Is a programming Model to process large datasets in parallel.
MapReduce divides the task into subtasks and handles them in parallel.
Input and Output always be a key-value format.

  • Map
  • Reducer

Map - You have to write a program that can produce local(key, value) pairs.
Eg:- If your data(ex. data is x,y,z) is in 3 data nodes.
After Map - you will get a key-value pair. i.e, data is key & count is value.
DataNode1 o/p => (x,3),(y,3),(z,4)
DataNode2 o/p => (x,3),(y,3),(z,4)
DataNode3 o/p => (x,4),(y,4),(z,3)

Shuffle - Single key and all the values of that key are brought together. This will happen automatically.
Eg:- After the Shuffle phase, for each key, the value from all the data nodes will be accumulated.
(x,(3,3,4))
(y,(3,3,4))
(z,(4,4,3))

Reducer - You have to write a program that will read the key from Shuffle & sum the values of a specific key. The output will be a key-value pair.
Eg:- After the Reducer phase, you will get the following output.
(x,10)
(y,10)
(z,10)

BigData Concepts

BigData Concepts

- Big Data is a massive volume of both structured and unstructured data.
- Big Data is characterized by 3V's. i.e., Volume, Velocity and Variety
                 (Volume - How much data is generating)
                 (Velocity - What pace/speed the data is generating)
                 (Variety - Unstructured data. Ex. picture data, video data, log data..)
- Problems of Big Data is :
                 Storage of the large volumes of Data.
                 Processing of the large volumes of Data.
                 Resource Management.

Hadoop

- It is an Infrastructure. It is a software by using which we can solve the Big Data problems.
  • HDFS - Distributed File System - Solve the problem of Storage.
                                         Horizontal scaling
         Distributed DB = Partitioning  (3GB = 3 * 1GB machines) + Replication (Making multiple copies of the same data at different places - Replication factor is 3 - Fault Tolerance) 
  • Map Reduce - Distributed Computing Engine - Solve the problem of Processing
                                         Shared-Nothing Architecture
  • YARN - Cluster/Resource Manager - Solve the problem of Resource Management.
                                                    Scheduling & Coordination

Data Ecosystems in Enterprise:
Hadoop - Is an additional layer, will allows you to process the BigData in the EcoSystem, which was not done before because of many limitations. Hadoop will co-exists with existing technologies/systems and works with them.



Hadoop:
- Inexpensive commodity hardware
- Free Open Source software
- Scalable
- Reliable
- Enable data archival and reporting
- Enable cutting edge analytics

Hadoop Features:
- Designed to store large files (huge data)
- Processing the data sequentially. So it is good for analyzing entire datasets quickly.
- Run large batch processes that may take several hours, keeps running despite partial failure of the cluster.
- Handles Scheduling & Coordination very well.
- Can store and process unstructured data(log files, text, image, audio, vedio...).
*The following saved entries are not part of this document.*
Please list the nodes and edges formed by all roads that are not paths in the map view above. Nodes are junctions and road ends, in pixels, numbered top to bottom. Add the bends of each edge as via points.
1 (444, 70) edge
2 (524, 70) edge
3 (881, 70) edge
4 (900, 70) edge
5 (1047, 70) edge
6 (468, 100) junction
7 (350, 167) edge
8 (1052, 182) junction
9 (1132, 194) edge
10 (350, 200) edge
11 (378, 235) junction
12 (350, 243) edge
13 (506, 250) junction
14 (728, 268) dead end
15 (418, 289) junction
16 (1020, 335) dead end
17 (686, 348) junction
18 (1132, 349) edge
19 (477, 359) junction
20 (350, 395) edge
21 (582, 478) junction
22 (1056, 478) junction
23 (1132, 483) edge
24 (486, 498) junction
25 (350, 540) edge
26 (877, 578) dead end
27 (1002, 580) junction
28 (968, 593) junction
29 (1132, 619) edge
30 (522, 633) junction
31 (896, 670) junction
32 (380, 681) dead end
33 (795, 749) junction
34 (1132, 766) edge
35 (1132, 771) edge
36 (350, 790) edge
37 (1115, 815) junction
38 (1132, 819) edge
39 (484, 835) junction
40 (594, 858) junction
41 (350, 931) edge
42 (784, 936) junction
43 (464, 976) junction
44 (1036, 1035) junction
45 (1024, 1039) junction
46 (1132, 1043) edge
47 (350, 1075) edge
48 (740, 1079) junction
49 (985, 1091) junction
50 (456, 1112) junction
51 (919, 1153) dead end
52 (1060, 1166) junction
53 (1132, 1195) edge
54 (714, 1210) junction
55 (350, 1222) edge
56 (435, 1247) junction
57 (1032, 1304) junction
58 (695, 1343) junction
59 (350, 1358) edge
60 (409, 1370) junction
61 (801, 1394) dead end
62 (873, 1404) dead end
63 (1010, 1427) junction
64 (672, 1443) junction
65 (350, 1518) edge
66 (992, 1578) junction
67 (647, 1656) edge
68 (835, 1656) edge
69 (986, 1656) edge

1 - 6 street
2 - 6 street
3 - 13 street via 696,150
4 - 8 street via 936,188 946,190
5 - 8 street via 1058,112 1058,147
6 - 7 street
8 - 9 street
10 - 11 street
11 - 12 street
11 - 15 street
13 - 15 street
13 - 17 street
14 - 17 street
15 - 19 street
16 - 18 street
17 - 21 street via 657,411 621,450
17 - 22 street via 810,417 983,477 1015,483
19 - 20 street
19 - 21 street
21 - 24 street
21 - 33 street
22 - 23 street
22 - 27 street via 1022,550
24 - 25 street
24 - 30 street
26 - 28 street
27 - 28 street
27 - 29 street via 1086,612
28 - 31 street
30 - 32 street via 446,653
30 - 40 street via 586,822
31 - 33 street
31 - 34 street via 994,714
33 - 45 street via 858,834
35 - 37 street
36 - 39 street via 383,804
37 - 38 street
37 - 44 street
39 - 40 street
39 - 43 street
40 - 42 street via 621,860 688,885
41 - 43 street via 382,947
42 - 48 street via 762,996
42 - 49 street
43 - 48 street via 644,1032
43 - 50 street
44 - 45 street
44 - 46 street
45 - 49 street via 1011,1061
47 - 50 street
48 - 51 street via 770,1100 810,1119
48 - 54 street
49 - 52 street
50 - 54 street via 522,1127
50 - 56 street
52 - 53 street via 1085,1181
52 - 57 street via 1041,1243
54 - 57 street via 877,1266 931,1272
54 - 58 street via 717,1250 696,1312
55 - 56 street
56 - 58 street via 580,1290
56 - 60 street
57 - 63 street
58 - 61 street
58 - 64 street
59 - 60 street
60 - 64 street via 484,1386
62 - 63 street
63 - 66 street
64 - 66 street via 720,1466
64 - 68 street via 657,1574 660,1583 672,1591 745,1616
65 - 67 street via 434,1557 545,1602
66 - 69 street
Hadoop is not desined For :
- Processing small files.
- Random access of the data retrieval & should not be used to run Transactional applications.
- Interactive querying. Most of the jobs will take at least several minutes to process.
- Not allows modification of data in place. It is a write once, read many times system. New data can be appended to the file.
- Does n't meet ACID standards, 3NF, data quality in the way that relational databases do.
- Hadoop is not a replacement for your existing database systems!

Enterprise = Hadoop(bulk storage for analytics) + RDBMS(for business operations) + NO SQL DB(for run a website)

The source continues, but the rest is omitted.